Unidad de destino en lo musical

por Pablo Batalla Cueto

La buena música transita a veces sorprendentes pasadizos invisibles a través del espacio y el tiempo. En los años ochenta, media Polonia vibraba al ritmo de L’estaca de Lluís Llach. La legendaria canción protesta, emigrada a aquel país y traducida como Mury a su áspera lengua —On natchniony i młody był, ich nie policzyłby nikt, comienza—, vivió una segunda vida en las gargantas de los estibadores anticomunistas del sindicato Solidaridad. «Canto que ha sido valiente siempre será canción nueva», cantaba Víctor Jara y cantó Bruce Springsteen, hace unos días, en su primer concierto en Chile.

Existen casos, aún más curiosos que el del reciclaje de L’estaca, de semillas que son plantadas en un extremo del globo y sólo florecen años más tarde en los humus de inopinadas antípodas. Sobre uno de ellos versa Searching for Sugar Man, la alabada película sueca que el año pasado fue premiada con el Oscar y el BAFTA al mejor documental.

La historia que relata Searching for Sugar Man comienza en Sudáfrica a mediados de los setenta y tiene por protagonista a un tal Rodriguez, un hombre nebuloso de quien de partida sólo se conoce la nacionalidad estadounidense, el hispánico nom de guerre, dos extraordinarios discos de folk rock y música psicodélica editados a principios de los setenta por una pequeña discográfica y un difuso rumor acerca de un espeluznante suicidio público llevado a cabo durante un concierto. La trama, trufada de suspense y poseedora de un asombroso final, prosigue relatando que aquellos dos discos atravesaron sin pena ni gloria el panorama musical norteamericano post-Woodstock, y que el fracaso cosechado fue razón de la decisión de este Rodriguez de retirarse dramáticamente de la circulación.

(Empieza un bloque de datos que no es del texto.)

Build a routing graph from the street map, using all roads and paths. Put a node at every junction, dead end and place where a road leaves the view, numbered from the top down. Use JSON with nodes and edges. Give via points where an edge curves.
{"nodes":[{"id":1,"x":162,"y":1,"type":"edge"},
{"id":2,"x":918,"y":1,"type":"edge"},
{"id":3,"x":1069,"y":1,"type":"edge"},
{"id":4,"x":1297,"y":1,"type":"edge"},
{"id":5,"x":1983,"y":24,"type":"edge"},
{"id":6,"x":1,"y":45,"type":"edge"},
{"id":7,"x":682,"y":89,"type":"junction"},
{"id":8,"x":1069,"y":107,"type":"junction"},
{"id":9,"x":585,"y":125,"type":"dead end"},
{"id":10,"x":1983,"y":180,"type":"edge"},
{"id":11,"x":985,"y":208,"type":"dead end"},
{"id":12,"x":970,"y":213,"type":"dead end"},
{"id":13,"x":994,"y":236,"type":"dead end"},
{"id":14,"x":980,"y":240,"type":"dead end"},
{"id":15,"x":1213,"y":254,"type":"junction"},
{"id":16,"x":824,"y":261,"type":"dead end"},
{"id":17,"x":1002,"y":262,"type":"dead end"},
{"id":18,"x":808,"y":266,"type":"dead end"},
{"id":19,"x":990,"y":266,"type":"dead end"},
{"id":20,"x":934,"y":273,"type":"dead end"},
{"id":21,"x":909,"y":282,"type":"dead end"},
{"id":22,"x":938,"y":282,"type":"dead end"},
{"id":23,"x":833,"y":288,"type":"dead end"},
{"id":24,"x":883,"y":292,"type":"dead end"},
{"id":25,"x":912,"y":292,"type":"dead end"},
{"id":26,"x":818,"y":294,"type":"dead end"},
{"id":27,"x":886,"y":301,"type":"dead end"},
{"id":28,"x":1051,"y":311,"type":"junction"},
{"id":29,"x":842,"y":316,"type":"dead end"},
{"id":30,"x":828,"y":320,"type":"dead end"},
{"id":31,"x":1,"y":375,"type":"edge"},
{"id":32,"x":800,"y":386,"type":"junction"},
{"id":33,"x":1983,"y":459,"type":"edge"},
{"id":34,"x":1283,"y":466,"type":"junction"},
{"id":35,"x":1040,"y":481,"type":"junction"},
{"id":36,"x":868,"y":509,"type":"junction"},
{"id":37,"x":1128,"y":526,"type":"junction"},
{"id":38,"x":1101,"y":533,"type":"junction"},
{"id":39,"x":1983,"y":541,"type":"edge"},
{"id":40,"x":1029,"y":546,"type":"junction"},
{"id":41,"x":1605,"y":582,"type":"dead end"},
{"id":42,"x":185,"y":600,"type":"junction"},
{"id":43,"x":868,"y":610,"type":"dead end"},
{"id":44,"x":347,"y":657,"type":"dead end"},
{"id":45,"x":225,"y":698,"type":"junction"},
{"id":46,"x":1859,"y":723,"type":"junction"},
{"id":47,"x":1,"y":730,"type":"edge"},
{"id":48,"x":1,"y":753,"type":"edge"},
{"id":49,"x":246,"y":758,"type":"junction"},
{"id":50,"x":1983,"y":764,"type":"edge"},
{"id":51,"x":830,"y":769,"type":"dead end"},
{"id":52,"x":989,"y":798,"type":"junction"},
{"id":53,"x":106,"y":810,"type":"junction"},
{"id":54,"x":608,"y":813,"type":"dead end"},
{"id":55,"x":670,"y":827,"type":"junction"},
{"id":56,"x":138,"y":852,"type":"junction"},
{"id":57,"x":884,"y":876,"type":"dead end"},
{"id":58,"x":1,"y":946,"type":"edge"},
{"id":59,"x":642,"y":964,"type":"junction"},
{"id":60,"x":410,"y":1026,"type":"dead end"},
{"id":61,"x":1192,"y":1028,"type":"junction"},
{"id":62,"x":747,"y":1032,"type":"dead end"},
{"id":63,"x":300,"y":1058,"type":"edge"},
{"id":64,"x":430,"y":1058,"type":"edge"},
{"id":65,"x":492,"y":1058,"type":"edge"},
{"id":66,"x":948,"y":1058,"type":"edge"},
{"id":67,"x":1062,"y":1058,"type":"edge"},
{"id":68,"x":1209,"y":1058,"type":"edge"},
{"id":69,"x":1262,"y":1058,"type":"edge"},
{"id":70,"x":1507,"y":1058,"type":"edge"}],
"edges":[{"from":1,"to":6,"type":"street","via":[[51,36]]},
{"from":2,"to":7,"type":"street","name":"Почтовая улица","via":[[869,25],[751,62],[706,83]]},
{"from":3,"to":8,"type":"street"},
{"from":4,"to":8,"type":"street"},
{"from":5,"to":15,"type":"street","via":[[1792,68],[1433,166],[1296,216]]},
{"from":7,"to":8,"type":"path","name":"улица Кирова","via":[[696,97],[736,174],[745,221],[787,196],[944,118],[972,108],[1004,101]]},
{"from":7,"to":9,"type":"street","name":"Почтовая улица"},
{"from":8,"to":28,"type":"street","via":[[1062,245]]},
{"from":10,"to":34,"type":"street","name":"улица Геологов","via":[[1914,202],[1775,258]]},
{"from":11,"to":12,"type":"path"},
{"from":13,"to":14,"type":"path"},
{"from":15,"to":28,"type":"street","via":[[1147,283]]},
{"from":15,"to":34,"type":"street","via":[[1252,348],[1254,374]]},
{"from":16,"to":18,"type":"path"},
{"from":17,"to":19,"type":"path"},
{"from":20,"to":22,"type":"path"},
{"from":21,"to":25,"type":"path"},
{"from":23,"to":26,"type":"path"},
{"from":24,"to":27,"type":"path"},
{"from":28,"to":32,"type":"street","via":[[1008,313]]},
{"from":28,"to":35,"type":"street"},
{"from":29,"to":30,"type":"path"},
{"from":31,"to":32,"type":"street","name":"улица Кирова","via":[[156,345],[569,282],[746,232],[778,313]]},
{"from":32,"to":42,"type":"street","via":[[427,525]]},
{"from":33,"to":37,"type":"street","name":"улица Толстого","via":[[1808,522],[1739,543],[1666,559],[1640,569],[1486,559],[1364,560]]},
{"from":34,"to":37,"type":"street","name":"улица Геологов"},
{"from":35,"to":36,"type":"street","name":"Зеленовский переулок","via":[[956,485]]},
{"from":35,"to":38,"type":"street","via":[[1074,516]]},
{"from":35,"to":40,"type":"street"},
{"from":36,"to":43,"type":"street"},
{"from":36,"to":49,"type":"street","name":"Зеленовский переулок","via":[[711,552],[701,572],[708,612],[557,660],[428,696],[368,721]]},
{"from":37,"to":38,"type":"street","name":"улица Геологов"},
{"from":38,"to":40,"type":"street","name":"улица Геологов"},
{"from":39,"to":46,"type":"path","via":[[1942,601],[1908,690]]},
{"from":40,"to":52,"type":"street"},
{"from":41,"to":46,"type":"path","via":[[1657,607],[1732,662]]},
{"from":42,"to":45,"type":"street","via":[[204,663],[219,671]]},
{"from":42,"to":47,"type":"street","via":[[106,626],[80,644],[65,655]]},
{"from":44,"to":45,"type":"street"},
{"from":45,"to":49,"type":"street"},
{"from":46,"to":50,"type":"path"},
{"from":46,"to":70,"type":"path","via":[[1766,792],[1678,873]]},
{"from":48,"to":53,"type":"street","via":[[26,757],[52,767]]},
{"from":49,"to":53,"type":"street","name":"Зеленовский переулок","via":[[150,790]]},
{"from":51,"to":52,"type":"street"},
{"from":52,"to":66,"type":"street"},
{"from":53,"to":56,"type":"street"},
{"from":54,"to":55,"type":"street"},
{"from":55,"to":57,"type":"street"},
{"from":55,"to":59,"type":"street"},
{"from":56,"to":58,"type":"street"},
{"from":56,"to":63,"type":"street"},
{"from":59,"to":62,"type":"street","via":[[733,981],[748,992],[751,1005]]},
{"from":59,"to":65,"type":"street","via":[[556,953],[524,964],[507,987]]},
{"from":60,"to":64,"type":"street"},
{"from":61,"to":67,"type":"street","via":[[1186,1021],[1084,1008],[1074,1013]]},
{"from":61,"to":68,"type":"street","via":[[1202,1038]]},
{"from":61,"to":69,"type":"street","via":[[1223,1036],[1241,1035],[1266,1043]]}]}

Nadie sabe y el filme no desvela, porque es imposible saberlo, de qué manera algunos años después las canciones de Rodriguez, desconocidas en América, saltaron el Charco y se hicieron tan famosas en la Sudáfrica del apartheid, entonadas por jóvenes opositores al régimen, como para acabar convirtiendo allá al misterioso Rodriguez en músico de culto, banda sonora de una generación y adjudicatario de un disco de platino. Searching for Sugar Man es la crónica de la investigación que dos sudafricanos emprenden acerca del origen, los pasos y el paradero de su ídolo.

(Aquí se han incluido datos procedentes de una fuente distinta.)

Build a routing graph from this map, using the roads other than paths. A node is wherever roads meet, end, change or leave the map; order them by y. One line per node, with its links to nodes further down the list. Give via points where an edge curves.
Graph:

Hay algo reconciliador con el mundo en las imágenes de ardorosos manifestantes entonando I wonder que incluye la película, pero ese primer efecto balsámico puede no tardar en dar paso a una amarga constatación: todas las revoluciones, todas las eras de cambio social que en la historia han sido, ardieron acompañadas de un himno galvanizante y unisonizador; sin embargo, la necesaria y pendiente revolución española no tiene quien la cante, y la esperanza de que alguna de las protestas del momento sea la chispa que inicie el incendio regenerador muere nonata en el instante en que se constata que no hay una estaca o un I wonder en las marchas educativas baleares, que ninguna Grândola, vila morena ha acompañado las astracanadas del 15-M ni las últimas huelgas generales, que no hay Jarchas ni Serrats que siembren de acordes libertarios la segunda transición que aún no ha comenzado, que sólo consignas dispersas y pobres emanan de las gargantas de los revoltosos.

Todo está tan por hacer como ese cántico que tal vez deba ser un rap o una bachata, o tal vez deba ser, en una de esas justas retribuciones que también son habituales en la historia de la música, una vieja canción polaca —propongo Ballada o Janku Wiśniewskim— traducida al castellano.

Tengamos las orejas bien alerta: el momento en que se perciba al fin la imprescindible unidad de destino en lo musical será el de desempolvar las antorchas y el bote de queroseno.